*Exercise requirements:*
The line containing "thumb cmc: (455, 459)" marks the end; return exactly every line from the start of the records up to and including it, but no pictures.

:: Material to process

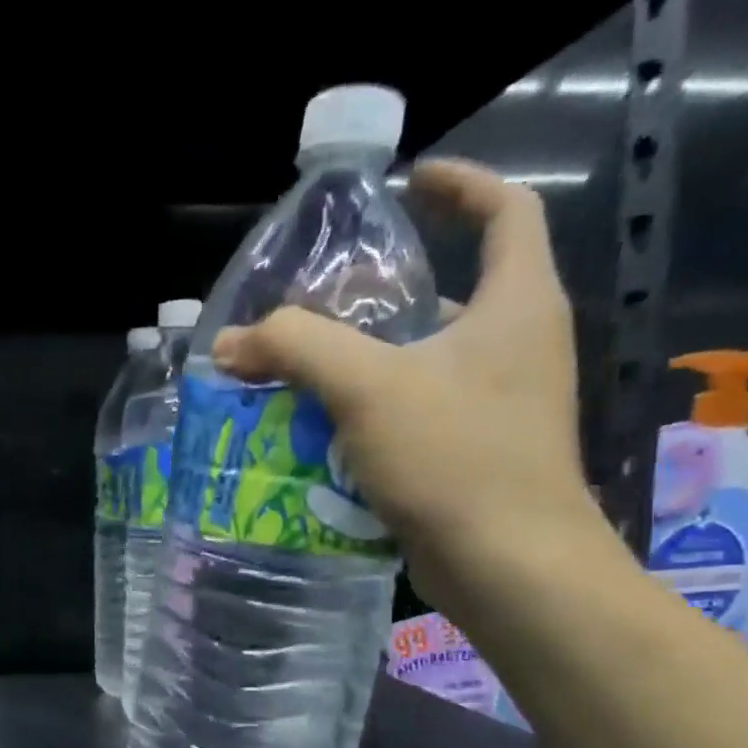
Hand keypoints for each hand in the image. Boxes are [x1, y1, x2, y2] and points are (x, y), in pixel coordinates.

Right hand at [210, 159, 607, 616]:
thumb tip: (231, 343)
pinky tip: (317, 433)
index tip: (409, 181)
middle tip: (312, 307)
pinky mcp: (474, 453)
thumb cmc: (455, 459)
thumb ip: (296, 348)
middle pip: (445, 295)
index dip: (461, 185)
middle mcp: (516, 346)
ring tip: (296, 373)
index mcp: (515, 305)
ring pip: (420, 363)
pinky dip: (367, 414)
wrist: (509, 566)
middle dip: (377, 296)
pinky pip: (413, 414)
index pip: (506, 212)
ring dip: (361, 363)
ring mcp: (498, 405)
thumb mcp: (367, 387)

::::

*Solution for this problem:*
Hand keypoints for each hand in the image. Boxes are [x1, y1, x2, y2] and points are (x, y), in pixel coordinates.

Right hand at [210, 159, 607, 616]:
thumb tip: (231, 343)
pinky tip: (317, 433)
index tip: (409, 181)
middle tip: (312, 307)
pinky mcp: (474, 453)
thumb cmc: (455, 459)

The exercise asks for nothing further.